Despite the differences in study design and the variety of measures used to assess pruritus and sleep, there is arguably a suggestion in the published literature of an association between pruritus and sleep interference in PBC, as seen in other conditions [39, 40]. Although this post-hoc analysis demonstrates the potential clinical utility of PRO measures of sleep, the patient-reported nature of these measures may lead to a level of self-report bias. Other methods, such as actigraphy technology, monitor rest/activity cycles during sleep, may allow for an objective daily measure of sleep and sleep disturbance. Actigraphy was initially utilized in the GLIMMER trial as an optional component of the study but was discontinued due to negative patient feedback on the wearable device. The continued advancement in tools that can accurately and objectively assess sleep may provide more effective and practical means of measuring sleep in future studies [49]. Additionally, these analyses used simple correlations to assess the strength of the relationship between itch and sleep. These relationships could be further explored using modeling to adjust for covariates.

Lastly, one limitation of the current post-hoc analysis was the use of a single-item NRS for assessing sleep in GLIMMER, as it only evaluated sleep interference and was not able to differentiate which aspects of sleep were affected, such as quantity, quality, and effects on daily activities. In addition, since the protocol permitted patients with itch NRS ≥ 3 at baseline (Week 4) to be randomized, approximately 25% of the population with mild pruritus entered the treatment period [34]. Thus, the ability to fully detect an impact on pruritus, and any corresponding improvement in sleep in such patients, may have been limited.
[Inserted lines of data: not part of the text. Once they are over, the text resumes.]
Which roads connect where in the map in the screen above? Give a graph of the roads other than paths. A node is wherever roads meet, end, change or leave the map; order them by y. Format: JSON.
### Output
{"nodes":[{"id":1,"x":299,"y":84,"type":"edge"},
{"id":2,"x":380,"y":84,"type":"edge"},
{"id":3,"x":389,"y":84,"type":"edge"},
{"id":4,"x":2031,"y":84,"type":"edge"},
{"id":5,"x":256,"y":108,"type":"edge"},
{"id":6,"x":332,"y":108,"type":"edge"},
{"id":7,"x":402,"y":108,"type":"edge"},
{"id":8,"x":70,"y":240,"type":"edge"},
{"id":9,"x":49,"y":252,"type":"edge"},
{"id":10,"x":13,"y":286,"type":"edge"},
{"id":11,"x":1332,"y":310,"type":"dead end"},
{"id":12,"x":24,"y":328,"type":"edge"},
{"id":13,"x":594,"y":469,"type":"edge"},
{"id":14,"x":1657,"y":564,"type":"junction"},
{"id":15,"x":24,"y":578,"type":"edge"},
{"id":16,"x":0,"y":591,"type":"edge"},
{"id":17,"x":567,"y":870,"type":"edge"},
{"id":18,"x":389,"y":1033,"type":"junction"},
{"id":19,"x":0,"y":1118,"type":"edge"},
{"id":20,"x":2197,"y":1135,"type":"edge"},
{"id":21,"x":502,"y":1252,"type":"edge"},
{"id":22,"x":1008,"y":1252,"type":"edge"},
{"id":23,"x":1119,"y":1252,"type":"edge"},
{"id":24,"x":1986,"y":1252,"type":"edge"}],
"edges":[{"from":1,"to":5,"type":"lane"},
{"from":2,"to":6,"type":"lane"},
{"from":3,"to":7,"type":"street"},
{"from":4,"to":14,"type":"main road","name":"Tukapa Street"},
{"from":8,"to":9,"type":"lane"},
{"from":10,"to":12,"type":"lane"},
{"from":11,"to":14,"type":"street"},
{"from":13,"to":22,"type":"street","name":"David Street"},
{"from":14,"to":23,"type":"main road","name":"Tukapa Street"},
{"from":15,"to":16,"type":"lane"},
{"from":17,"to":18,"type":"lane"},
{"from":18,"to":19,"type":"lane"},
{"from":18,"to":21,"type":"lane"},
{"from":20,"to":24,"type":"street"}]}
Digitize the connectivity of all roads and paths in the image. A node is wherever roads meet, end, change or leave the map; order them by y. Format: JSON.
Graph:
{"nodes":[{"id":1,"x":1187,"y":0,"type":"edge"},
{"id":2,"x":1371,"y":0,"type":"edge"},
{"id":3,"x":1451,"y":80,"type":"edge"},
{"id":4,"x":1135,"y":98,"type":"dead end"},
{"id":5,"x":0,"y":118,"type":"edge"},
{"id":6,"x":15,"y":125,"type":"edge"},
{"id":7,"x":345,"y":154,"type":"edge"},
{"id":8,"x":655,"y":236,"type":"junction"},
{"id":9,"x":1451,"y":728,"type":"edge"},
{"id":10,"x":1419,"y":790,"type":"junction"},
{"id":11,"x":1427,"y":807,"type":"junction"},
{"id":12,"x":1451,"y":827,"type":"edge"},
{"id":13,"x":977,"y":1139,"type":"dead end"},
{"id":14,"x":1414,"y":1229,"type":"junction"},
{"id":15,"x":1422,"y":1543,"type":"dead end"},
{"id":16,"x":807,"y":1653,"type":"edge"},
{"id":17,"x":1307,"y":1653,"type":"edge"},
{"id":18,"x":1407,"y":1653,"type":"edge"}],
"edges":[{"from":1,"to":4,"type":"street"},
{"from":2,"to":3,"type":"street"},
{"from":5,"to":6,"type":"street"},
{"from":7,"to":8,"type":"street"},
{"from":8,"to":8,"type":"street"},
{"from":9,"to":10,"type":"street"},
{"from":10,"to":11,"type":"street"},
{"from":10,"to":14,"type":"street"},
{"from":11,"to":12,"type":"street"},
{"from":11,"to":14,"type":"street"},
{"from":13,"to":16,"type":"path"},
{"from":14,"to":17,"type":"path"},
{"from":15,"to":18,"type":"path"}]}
However, inclusion of patients with a wider range of pruritus is expected to have minimized the confounding effect of pruritus severity.

Conclusions

In conclusion, this post-hoc analysis of GLIMMER demonstrates a strong correlation between pruritus and sleep in patients with PBC, with the presence of worse pruritus correlating with worse sleep. Furthermore, reduction in PBC pruritus led to improved sleep, with greater improvements in pruritus associated with greater improvements in sleep. This is likely to have a beneficial impact on quality of life in patients with PBC. Future larger studies, such as the ongoing Phase 3 GLISTEN trial, will aim to better understand the effect of linerixibat on pruritus and sleep.